• **TO DO**
If an entry holds a picture, leave the picture out and copy the rest exactly.

• **RECORDS SHOWN**

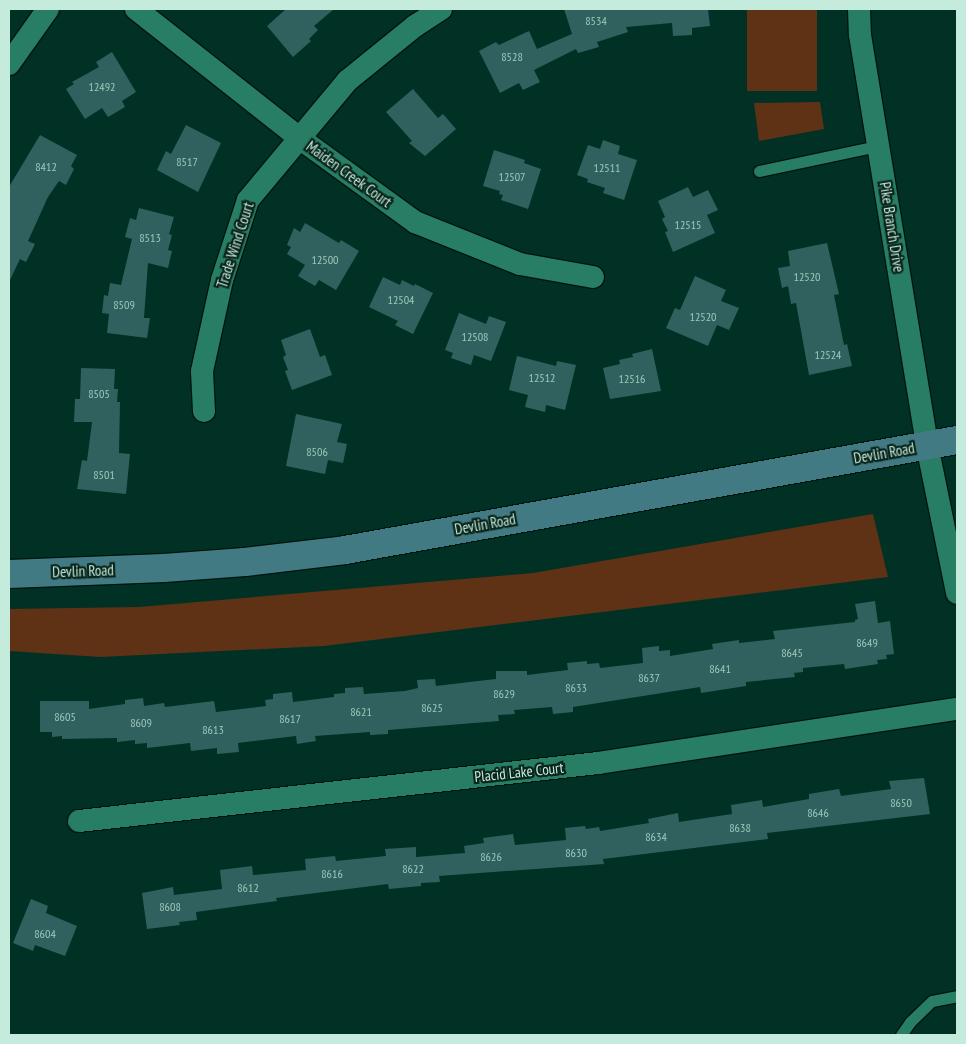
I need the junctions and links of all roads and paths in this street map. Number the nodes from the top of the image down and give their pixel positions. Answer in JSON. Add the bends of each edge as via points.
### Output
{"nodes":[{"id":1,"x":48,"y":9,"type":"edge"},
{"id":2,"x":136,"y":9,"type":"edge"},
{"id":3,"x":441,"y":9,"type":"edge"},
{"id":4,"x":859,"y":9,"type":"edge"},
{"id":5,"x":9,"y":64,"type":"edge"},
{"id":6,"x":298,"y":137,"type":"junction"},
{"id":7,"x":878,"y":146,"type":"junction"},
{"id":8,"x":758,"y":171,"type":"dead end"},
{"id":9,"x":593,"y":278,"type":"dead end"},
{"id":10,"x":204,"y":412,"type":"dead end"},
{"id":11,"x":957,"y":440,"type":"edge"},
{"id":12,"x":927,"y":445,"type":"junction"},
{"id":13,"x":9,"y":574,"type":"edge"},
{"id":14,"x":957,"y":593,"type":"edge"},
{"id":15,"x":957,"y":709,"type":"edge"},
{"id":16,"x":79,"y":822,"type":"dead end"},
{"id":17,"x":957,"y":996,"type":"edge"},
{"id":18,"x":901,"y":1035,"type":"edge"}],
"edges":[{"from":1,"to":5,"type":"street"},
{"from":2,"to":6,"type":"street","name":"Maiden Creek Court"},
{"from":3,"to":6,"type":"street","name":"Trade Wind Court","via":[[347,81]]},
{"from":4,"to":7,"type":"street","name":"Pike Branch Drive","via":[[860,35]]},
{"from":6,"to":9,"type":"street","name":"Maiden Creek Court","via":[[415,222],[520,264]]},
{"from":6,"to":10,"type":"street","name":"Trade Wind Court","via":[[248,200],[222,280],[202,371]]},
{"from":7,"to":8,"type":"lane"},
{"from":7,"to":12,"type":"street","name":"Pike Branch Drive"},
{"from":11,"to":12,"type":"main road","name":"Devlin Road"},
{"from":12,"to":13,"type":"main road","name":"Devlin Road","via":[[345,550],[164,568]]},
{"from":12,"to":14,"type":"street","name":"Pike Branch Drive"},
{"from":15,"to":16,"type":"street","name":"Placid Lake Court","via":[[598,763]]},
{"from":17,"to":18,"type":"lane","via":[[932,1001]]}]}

• **YOUR RESPONSE**
I need the junctions and links of all roads and paths in this street map. Number the nodes from the top of the image down and give their pixel positions. Answer in JSON. Add the bends of each edge as via points.
### Output
{"nodes":[{"id":1,"x":48,"y":9,"type":"edge"},
{"id":2,"x":136,"y":9,"type":"edge"},
{"id":3,"x":441,"y":9,"type":"edge"},
{"id":4,"x":859,"y":9,"type":"edge"},
{"id":5,"x":9,"y":64,"type":"edge"},
{"id":6,"x":298,"y":137,"type":"junction"},
{"id":7,"x":878,"y":146,"type":"junction"},
{"id":8,"x":758,"y":171,"type":"dead end"},
{"id":9,"x":593,"y":278,"type":"dead end"},
{"id":10,"x":204,"y":412,"type":"dead end"},
{"id":11,"x":957,"y":440,"type":"edge"},
{"id":12,"x":927,"y":445,"type":"junction"},
{"id":13,"x":9,"y":574,"type":"edge"},
{"id":14,"x":957,"y":593,"type":"edge"},
{"id":15,"x":957,"y":709,"type":"edge"},
{"id":16,"x":79,"y":822,"type":"dead end"},
{"id":17,"x":957,"y":996,"type":"edge"},
{"id":18,"x":901,"y":1035,"type":"edge"}],
"edges":[{"from":1,"to":5,"type":"street"},
{"from":2,"to":6,"type":"street","name":"Maiden Creek Court"},
{"from":3,"to":6,"type":"street","name":"Trade Wind Court","via":[[347,81]]},
{"from":4,"to":7,"type":"street","name":"Pike Branch Drive","via":[[860,35]]},
{"from":6,"to":9,"type":"street","name":"Maiden Creek Court","via":[[415,222],[520,264]]},
{"from":6,"to":10,"type":"street","name":"Trade Wind Court","via":[[248,200],[222,280],[202,371]]},
{"from":7,"to":8,"type":"lane"},
{"from":7,"to":12,"type":"street","name":"Pike Branch Drive"},
{"from":11,"to":12,"type":"main road","name":"Devlin Road"},
{"from":12,"to":13,"type":"main road","name":"Devlin Road","via":[[345,550],[164,568]]},
{"from":12,"to":14,"type":"street","name":"Pike Branch Drive"},
{"from":15,"to":16,"type":"street","name":"Placid Lake Court","via":[[598,763]]},
{"from":17,"to":18,"type":"lane","via":[[932,1001]]}]}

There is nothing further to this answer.